- **WHAT THIS TASK INVOLVES**
Lines in the material below that include "place" need to be tallied; give the total alone.

--- DATA FOR THIS TASK Enclosed Below ---

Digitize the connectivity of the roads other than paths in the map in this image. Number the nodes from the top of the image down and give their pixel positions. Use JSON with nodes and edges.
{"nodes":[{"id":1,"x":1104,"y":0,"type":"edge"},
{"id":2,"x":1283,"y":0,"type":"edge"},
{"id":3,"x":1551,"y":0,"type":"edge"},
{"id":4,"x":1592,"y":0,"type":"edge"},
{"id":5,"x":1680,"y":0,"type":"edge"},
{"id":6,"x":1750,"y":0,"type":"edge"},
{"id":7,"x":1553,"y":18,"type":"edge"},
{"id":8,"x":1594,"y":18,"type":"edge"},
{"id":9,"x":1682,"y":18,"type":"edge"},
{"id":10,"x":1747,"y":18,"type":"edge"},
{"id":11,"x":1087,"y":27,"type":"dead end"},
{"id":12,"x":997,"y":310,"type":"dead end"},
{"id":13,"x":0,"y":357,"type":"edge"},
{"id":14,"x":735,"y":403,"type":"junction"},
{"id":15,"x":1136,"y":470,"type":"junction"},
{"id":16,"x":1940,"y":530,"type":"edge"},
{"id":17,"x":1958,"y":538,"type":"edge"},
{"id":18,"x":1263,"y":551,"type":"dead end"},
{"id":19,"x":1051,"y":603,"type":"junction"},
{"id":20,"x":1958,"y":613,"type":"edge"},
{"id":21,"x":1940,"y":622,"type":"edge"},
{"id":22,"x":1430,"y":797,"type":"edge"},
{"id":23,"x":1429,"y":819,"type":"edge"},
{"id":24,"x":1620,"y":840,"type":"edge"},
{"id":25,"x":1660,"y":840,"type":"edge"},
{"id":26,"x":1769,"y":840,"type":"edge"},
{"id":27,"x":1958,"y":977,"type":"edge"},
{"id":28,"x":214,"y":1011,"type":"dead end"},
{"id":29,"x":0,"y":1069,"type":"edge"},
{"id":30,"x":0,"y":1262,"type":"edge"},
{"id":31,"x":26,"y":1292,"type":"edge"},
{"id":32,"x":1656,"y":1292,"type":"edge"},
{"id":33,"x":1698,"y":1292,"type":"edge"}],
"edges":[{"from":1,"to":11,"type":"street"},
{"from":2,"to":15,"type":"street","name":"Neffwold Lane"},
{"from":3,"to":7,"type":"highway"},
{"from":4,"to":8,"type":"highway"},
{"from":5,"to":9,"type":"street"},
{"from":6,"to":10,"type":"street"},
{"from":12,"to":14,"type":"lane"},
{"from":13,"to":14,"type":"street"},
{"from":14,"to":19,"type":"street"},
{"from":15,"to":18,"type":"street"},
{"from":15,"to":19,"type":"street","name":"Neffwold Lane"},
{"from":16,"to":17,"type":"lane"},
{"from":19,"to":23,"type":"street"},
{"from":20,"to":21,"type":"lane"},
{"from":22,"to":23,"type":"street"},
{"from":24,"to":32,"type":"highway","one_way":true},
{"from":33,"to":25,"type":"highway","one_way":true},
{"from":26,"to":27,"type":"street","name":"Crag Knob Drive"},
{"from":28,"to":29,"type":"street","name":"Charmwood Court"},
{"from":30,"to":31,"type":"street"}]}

--- End of Enclosed DATA FOR THIS TASK ---
--- DATA FOR THIS TASK Enclosed Below ---

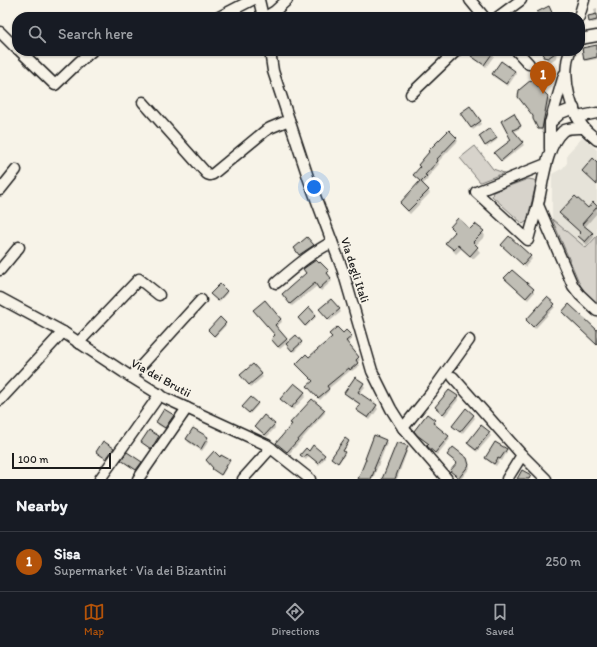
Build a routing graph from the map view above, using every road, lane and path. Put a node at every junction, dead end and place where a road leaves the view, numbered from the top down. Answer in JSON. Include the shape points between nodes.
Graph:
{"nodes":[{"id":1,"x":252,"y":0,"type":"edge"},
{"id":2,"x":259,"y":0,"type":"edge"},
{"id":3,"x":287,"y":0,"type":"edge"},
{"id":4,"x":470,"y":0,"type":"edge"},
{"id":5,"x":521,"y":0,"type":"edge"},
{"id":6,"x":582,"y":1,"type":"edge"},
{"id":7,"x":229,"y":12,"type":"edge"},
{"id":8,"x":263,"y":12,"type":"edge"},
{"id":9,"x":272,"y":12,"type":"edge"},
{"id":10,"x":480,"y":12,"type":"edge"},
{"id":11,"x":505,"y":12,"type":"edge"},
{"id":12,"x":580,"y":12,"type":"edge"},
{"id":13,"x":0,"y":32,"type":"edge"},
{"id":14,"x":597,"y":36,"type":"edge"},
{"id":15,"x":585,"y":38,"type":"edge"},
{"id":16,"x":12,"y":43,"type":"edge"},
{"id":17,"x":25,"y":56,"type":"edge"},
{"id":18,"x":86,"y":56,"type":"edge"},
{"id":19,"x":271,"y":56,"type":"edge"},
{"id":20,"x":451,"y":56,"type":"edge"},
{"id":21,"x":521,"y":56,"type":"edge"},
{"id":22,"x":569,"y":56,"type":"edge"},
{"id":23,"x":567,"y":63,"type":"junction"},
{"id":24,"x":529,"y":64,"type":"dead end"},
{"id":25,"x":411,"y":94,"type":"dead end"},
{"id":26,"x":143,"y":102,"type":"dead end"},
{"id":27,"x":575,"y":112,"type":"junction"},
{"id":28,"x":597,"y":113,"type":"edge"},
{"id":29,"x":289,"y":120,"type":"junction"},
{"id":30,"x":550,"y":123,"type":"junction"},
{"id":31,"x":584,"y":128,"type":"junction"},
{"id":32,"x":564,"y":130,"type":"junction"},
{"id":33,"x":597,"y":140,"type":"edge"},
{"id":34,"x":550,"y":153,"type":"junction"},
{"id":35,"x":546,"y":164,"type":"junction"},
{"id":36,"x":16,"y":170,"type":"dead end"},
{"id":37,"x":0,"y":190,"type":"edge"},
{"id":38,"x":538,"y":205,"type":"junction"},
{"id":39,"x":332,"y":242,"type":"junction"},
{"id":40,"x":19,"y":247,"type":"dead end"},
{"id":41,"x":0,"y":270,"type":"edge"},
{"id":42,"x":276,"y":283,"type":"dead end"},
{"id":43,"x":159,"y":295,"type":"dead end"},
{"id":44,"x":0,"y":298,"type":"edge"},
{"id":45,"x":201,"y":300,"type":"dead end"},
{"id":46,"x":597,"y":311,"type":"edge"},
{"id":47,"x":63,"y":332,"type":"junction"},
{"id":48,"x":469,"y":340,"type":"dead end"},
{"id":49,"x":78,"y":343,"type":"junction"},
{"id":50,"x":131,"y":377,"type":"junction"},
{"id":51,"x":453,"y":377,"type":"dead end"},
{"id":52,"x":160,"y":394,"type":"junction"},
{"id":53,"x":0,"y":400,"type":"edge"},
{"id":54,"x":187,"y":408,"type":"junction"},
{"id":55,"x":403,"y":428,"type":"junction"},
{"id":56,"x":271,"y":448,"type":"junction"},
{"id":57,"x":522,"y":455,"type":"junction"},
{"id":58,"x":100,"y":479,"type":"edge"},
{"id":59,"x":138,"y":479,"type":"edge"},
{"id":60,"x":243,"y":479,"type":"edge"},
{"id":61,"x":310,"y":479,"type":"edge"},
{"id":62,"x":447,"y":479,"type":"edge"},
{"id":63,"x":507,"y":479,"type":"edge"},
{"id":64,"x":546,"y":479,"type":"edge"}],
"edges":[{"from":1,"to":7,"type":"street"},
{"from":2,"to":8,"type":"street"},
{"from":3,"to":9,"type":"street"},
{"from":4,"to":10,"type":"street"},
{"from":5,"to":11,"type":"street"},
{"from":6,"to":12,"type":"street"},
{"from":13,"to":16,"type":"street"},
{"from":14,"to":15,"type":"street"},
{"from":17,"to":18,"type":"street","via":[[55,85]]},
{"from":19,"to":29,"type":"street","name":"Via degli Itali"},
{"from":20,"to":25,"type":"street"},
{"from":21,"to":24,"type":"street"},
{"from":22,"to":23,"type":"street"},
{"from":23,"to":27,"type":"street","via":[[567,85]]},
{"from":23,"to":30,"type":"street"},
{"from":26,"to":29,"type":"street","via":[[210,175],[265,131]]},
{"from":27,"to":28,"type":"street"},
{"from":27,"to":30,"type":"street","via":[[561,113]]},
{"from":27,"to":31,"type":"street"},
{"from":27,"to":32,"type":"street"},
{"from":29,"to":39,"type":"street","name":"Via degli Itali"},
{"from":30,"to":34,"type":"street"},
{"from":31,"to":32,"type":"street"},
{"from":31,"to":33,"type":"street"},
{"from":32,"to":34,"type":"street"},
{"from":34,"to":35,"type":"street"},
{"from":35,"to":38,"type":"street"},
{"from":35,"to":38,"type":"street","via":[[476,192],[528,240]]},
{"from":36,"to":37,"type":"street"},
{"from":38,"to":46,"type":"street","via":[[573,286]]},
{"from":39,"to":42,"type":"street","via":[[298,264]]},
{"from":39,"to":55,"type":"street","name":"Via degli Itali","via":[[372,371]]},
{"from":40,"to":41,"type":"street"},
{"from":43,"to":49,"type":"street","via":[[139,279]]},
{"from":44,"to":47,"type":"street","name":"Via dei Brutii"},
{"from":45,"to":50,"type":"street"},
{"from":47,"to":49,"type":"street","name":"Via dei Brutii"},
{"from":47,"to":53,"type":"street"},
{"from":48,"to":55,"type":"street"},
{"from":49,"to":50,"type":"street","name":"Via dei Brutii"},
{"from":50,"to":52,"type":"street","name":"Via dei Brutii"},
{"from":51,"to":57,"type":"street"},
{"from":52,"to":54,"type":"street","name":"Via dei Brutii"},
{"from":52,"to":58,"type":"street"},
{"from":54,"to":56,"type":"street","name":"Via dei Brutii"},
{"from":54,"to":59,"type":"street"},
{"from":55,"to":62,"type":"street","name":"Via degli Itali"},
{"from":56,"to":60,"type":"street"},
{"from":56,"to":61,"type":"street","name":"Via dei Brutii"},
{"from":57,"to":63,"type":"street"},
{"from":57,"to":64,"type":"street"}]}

--- End of Enclosed DATA FOR THIS TASK ---
--- DATA FOR THIS TASK Enclosed Below ---

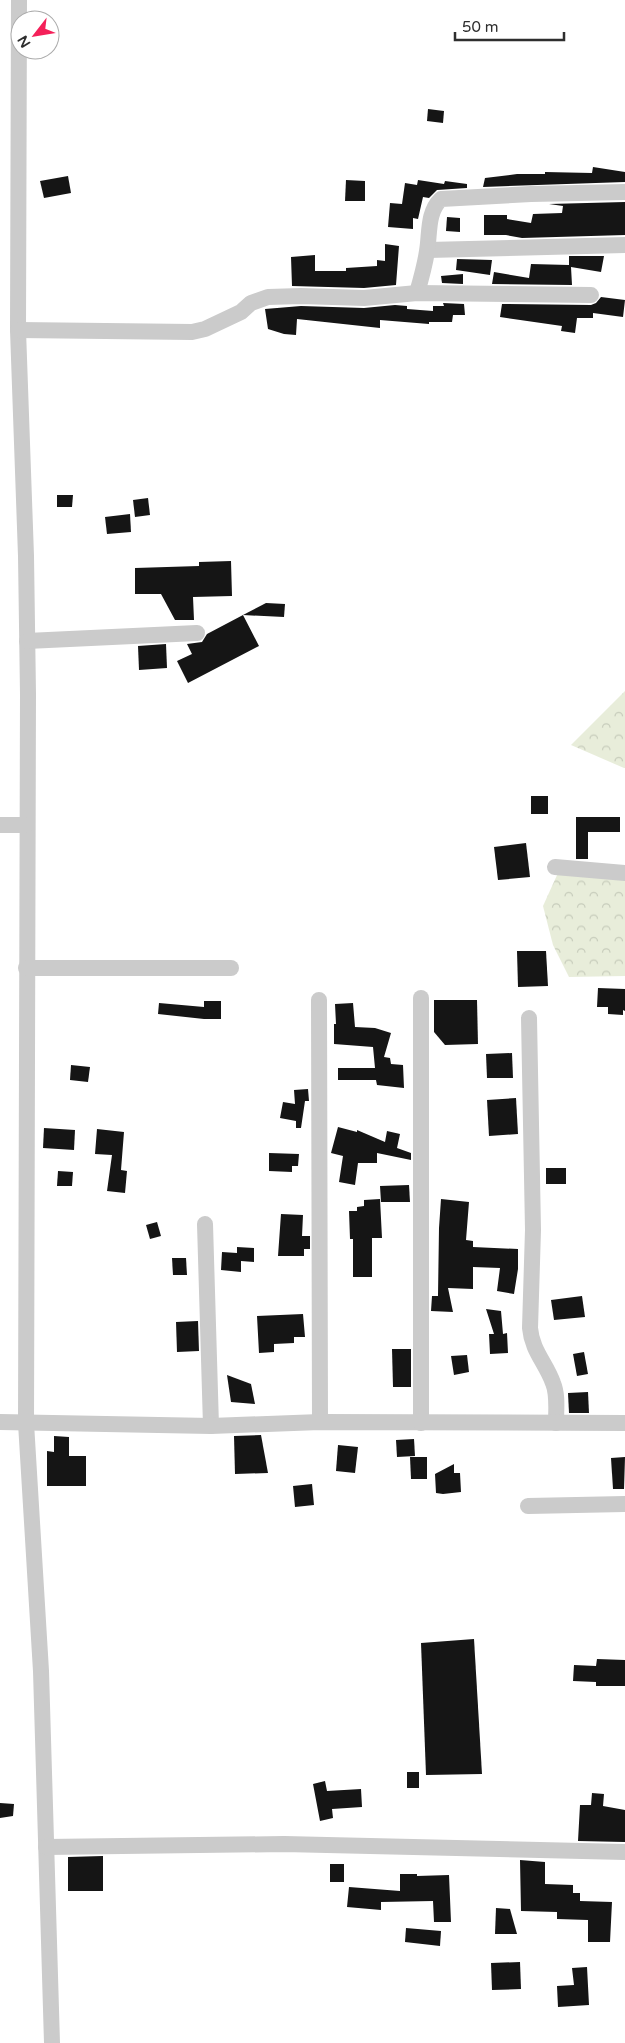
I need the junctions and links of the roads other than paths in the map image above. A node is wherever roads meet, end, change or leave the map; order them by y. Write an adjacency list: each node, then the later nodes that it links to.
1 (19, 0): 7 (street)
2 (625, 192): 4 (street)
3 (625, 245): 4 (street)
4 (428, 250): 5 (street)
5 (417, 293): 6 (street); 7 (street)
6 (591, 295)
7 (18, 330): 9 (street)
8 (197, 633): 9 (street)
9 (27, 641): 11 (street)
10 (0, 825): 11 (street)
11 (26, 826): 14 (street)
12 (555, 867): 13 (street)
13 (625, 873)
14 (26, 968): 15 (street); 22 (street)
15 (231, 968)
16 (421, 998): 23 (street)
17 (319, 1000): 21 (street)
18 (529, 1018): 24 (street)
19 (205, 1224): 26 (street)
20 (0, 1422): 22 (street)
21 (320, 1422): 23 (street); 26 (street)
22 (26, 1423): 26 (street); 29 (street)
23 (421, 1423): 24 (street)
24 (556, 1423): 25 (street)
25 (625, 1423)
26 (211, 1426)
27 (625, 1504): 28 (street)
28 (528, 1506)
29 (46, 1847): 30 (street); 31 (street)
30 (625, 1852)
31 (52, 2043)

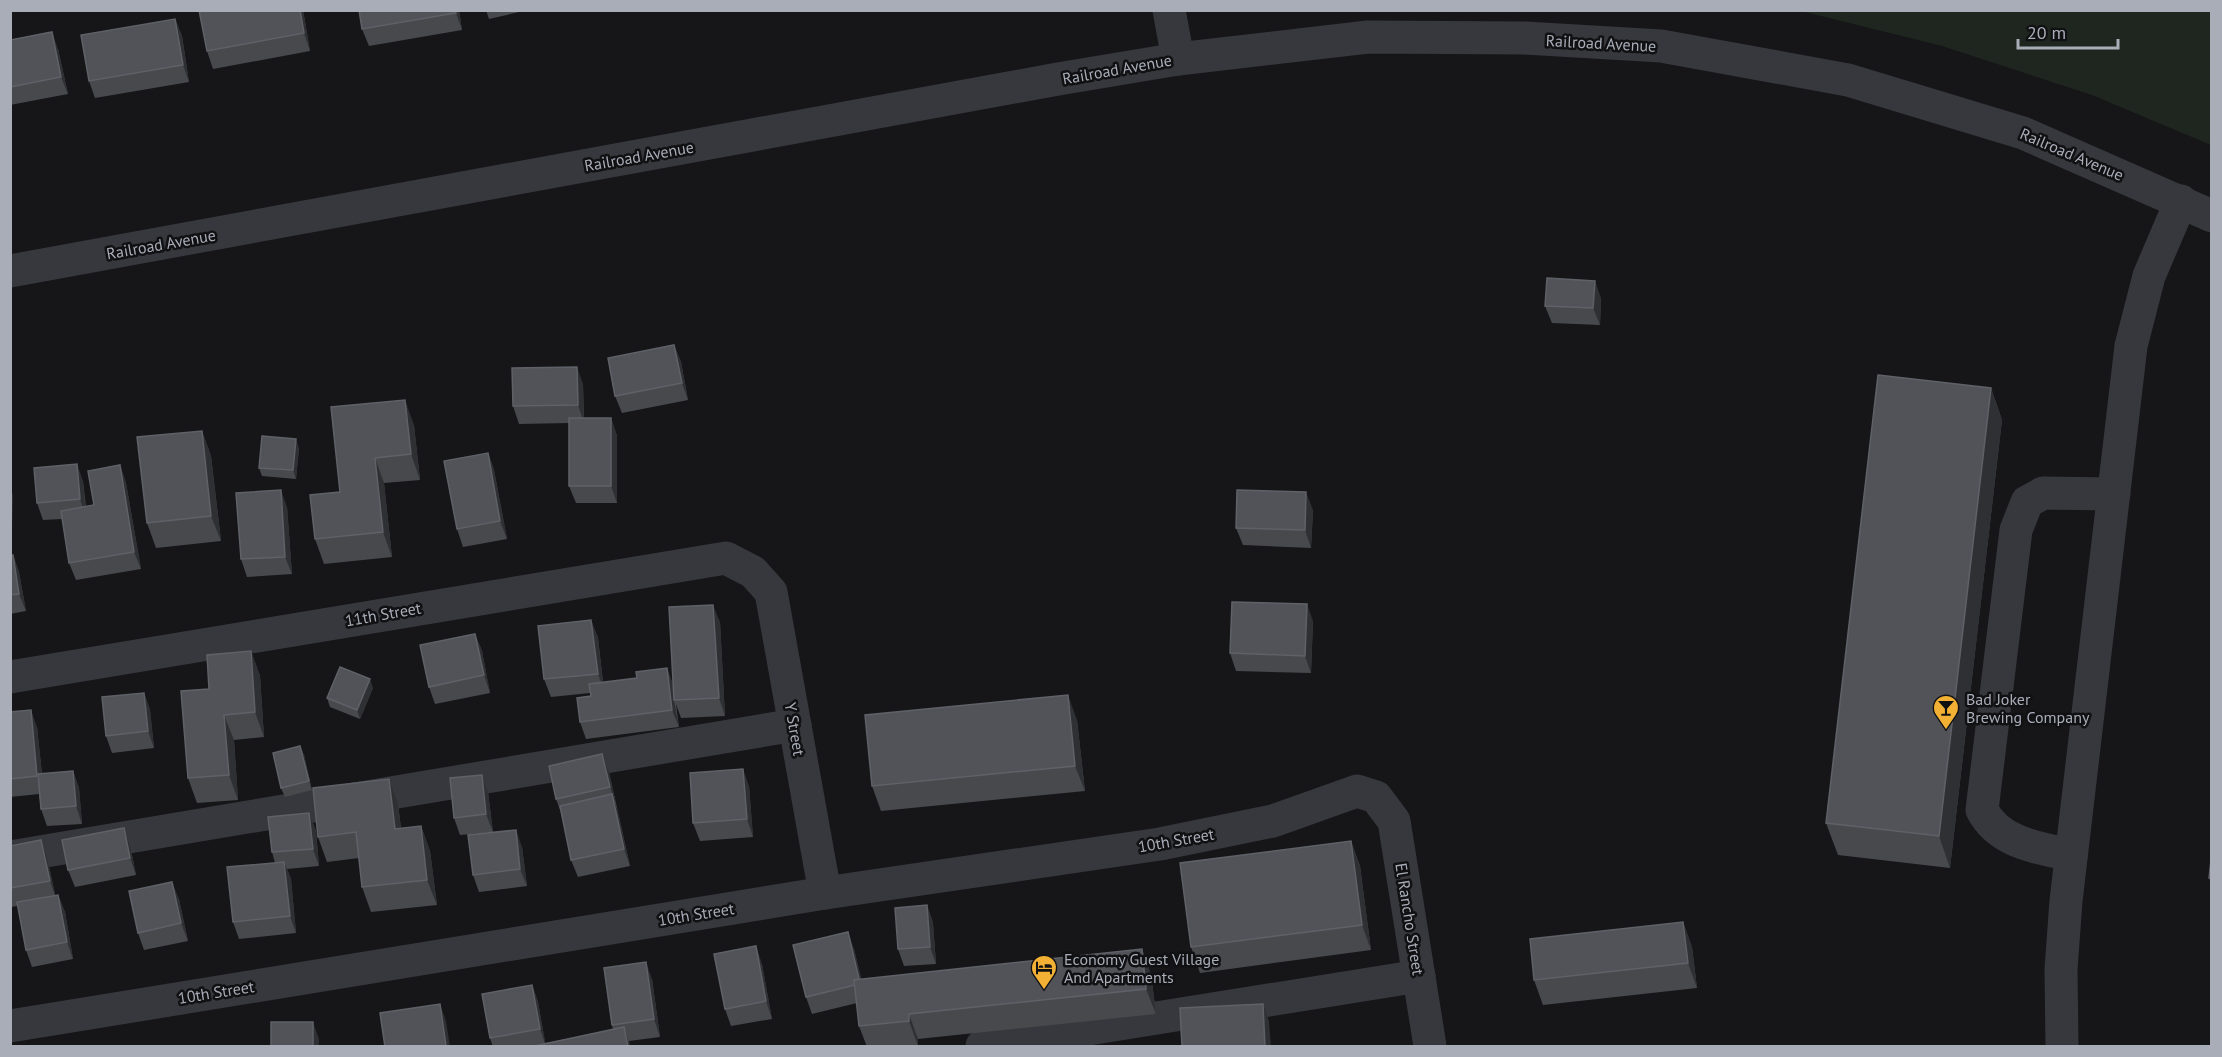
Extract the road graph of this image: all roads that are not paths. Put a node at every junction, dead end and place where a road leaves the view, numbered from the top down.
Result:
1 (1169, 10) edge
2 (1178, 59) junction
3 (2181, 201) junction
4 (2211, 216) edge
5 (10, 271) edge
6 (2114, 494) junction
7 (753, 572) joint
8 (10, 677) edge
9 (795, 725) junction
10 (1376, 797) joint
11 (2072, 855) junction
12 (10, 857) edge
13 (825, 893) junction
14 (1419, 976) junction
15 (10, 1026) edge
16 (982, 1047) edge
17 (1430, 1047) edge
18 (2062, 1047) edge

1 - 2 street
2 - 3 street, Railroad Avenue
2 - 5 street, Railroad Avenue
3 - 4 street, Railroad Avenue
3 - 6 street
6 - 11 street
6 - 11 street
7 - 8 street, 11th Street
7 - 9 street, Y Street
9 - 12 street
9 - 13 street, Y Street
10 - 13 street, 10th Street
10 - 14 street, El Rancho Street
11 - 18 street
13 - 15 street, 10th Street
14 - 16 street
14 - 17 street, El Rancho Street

--- End of Enclosed DATA FOR THIS TASK ---

- **WRITTEN RESPONSE**
2